• _TASK DIRECTIONS_
The task calls for each line of the records below in which the word "Горлівський" appears.

• _PROVIDED DATA_
*** Begin section ***

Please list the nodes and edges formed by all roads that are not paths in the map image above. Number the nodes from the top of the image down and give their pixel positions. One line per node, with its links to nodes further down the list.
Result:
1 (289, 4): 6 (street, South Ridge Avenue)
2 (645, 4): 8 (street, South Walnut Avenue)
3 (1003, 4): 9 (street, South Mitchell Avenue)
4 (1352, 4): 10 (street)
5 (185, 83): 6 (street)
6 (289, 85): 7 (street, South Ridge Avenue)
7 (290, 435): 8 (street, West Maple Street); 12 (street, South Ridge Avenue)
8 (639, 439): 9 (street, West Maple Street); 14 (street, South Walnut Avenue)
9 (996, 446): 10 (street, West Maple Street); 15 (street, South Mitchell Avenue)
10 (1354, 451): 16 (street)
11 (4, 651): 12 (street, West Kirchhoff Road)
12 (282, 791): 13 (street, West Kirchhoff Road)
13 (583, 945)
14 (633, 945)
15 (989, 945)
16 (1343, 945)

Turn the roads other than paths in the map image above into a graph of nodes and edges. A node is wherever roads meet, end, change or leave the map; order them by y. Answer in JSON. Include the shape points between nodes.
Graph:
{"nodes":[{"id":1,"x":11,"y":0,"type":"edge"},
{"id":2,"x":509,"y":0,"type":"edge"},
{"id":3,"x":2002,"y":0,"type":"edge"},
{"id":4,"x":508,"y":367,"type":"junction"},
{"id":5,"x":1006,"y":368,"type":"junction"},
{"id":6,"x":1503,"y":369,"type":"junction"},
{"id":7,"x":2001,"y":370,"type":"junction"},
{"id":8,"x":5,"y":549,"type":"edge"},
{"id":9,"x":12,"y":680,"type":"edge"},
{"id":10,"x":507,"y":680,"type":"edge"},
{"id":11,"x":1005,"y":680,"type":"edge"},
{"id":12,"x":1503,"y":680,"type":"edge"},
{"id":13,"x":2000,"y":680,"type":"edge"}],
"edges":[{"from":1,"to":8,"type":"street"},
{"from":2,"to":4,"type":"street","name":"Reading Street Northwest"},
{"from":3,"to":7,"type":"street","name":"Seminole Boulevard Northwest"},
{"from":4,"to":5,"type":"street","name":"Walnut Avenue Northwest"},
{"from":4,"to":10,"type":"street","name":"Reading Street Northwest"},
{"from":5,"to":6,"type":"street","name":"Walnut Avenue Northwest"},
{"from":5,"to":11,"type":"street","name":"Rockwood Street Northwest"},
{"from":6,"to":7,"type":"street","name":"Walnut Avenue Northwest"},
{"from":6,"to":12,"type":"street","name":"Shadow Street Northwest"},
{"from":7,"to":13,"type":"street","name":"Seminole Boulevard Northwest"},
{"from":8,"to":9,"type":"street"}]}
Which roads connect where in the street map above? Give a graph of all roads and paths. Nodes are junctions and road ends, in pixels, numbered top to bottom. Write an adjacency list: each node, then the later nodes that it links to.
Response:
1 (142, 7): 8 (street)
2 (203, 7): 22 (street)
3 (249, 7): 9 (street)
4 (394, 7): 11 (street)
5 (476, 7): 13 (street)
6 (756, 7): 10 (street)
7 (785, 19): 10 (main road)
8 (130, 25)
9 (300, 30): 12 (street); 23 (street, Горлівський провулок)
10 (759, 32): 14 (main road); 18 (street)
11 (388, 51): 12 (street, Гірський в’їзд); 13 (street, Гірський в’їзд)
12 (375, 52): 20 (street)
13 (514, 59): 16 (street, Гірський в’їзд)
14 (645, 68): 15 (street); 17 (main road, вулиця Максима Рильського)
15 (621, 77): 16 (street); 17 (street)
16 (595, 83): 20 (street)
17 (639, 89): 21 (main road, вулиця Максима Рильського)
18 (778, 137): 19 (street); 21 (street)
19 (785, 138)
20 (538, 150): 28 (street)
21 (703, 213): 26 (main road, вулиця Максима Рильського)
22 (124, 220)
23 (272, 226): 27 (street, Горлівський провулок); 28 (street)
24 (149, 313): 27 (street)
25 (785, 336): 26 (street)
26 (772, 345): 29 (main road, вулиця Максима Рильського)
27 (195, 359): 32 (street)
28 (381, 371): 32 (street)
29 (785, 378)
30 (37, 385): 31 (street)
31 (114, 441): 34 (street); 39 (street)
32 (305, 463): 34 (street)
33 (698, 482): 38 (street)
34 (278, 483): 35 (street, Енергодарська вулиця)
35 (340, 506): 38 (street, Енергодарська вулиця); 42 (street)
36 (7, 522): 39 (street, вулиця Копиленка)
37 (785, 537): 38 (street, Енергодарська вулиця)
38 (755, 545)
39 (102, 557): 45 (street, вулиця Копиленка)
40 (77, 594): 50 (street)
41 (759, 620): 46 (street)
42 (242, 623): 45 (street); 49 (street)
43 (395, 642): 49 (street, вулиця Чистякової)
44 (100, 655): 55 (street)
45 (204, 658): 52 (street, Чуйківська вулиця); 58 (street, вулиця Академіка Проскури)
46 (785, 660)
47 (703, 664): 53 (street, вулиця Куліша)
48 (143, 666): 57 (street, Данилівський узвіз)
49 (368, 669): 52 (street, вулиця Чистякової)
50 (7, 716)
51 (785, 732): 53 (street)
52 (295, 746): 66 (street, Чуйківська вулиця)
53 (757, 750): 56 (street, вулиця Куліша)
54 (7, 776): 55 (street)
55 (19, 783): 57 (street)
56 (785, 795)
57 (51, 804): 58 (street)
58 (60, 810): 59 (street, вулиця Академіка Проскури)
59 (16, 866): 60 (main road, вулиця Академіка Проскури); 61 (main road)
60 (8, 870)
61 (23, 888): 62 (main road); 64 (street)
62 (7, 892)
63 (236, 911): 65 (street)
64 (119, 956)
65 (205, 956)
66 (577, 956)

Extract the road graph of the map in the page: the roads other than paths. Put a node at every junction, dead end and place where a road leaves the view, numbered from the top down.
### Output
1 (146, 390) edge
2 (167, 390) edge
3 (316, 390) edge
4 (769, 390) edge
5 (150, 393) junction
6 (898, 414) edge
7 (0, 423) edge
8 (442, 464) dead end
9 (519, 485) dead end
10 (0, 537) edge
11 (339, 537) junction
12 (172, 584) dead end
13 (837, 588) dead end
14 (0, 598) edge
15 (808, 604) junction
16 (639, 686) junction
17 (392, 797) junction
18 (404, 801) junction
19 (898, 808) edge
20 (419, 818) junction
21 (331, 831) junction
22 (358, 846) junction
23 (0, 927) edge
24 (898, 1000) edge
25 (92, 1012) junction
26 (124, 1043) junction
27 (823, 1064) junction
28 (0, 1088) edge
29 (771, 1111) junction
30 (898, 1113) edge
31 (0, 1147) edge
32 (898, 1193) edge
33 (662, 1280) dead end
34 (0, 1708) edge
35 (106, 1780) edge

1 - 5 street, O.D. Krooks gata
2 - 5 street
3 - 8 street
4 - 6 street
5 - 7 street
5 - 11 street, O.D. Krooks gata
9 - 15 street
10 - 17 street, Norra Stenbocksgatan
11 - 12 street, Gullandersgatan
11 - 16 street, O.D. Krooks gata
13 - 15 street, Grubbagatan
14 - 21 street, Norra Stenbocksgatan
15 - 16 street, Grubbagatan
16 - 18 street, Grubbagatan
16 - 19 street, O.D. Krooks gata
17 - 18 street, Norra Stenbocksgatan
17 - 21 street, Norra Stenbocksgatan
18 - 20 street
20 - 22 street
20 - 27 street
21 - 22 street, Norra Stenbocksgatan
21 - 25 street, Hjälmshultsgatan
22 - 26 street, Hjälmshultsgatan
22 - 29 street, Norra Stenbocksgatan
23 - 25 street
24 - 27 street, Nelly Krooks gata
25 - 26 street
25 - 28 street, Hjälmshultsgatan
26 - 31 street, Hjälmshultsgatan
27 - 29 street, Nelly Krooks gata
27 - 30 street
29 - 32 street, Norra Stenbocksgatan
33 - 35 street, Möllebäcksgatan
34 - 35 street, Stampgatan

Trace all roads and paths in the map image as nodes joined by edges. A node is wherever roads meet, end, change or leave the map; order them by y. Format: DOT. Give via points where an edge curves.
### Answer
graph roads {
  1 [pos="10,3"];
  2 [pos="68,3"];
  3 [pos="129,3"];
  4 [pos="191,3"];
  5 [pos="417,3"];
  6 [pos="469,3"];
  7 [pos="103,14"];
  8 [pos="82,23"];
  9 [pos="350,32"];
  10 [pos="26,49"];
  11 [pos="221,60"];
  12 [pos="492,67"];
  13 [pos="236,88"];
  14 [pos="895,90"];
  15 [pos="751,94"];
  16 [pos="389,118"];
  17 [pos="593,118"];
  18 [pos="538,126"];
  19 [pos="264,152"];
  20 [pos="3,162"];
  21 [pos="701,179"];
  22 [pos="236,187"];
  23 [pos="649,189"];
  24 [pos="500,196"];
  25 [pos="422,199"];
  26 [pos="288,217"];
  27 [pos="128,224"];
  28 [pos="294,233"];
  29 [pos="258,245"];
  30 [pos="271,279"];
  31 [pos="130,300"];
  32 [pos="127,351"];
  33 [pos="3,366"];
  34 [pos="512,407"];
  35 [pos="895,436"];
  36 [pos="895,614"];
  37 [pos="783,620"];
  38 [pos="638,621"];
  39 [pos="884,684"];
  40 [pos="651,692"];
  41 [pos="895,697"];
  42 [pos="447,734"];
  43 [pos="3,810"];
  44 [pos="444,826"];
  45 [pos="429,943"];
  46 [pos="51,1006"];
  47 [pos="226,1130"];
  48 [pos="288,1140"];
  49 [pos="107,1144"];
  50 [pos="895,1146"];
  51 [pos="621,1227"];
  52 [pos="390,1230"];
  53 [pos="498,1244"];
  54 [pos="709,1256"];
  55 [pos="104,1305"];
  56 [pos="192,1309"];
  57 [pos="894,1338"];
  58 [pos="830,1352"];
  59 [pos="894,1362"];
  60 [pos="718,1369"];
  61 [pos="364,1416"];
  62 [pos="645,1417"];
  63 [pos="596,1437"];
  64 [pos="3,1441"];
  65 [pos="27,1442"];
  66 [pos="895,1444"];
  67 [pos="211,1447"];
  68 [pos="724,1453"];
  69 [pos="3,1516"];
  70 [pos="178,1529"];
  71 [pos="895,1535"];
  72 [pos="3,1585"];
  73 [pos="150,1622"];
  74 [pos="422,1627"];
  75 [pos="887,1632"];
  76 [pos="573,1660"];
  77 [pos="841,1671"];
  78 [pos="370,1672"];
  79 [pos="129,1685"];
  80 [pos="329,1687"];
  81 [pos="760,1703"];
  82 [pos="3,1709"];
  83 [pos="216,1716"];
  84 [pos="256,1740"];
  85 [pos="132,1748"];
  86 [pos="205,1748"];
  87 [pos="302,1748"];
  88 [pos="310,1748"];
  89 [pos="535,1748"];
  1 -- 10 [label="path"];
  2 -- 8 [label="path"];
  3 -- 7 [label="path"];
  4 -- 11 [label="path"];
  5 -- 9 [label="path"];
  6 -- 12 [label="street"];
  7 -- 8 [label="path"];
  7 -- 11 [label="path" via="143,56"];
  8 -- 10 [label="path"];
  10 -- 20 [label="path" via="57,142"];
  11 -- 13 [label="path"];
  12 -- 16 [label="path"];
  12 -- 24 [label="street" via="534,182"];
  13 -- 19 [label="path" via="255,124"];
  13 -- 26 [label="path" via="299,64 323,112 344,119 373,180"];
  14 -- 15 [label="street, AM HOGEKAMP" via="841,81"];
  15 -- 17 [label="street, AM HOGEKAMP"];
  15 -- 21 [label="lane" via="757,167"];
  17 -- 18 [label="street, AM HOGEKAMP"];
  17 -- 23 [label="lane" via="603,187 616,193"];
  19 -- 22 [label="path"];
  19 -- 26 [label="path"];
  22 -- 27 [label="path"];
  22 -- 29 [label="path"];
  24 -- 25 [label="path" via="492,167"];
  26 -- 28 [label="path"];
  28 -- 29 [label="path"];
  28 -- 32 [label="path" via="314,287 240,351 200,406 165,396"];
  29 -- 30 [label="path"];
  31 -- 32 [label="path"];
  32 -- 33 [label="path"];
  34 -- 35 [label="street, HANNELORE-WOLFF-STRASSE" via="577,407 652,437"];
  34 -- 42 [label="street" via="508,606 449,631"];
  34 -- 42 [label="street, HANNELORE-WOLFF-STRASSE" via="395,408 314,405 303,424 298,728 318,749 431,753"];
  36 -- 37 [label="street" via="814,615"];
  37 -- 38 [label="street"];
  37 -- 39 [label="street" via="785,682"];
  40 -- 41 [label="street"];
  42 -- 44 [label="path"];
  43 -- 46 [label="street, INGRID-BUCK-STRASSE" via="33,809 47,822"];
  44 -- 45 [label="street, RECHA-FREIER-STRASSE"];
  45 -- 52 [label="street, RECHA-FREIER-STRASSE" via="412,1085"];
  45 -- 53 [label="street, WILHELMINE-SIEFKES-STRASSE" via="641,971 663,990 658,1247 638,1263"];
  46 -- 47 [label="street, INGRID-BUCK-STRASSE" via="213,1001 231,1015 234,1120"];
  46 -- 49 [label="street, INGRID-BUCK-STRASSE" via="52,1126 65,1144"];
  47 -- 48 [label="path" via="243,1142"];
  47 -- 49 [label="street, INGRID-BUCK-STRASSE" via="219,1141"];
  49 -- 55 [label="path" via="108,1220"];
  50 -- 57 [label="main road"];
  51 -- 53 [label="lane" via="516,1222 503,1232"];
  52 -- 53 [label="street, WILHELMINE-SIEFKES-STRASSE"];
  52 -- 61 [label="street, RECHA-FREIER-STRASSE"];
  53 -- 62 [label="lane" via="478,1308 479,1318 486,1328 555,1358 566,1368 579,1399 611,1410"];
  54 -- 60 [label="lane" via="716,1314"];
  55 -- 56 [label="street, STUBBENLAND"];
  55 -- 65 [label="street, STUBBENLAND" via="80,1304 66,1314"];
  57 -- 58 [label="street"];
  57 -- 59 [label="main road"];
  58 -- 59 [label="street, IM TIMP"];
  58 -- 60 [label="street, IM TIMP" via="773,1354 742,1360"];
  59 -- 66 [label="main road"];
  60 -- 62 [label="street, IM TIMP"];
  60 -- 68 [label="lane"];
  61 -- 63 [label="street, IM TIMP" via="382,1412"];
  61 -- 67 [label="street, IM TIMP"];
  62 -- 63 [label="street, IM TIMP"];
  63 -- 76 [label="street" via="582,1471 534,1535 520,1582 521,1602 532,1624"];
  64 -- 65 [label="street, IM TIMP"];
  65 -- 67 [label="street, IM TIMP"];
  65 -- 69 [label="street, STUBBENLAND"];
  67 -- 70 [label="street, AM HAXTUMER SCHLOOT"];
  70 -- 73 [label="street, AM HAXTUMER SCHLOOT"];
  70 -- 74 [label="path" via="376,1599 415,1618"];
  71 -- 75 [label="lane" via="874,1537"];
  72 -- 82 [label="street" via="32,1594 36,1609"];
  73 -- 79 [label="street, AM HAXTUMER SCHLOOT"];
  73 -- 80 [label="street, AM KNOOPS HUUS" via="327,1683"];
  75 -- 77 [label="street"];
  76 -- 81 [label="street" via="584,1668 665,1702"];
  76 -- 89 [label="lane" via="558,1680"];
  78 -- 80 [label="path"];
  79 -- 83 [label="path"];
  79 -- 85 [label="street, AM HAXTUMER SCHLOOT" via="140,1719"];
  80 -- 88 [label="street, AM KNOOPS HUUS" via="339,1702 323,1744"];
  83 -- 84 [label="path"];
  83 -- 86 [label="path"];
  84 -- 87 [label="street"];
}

*** End section ***

• _EXPECTED OUTPUT_
9 (300, 30): 12 (street); 23 (street, Горлівський провулок)
23 (272, 226): 27 (street, Горлівський провулок); 28 (street)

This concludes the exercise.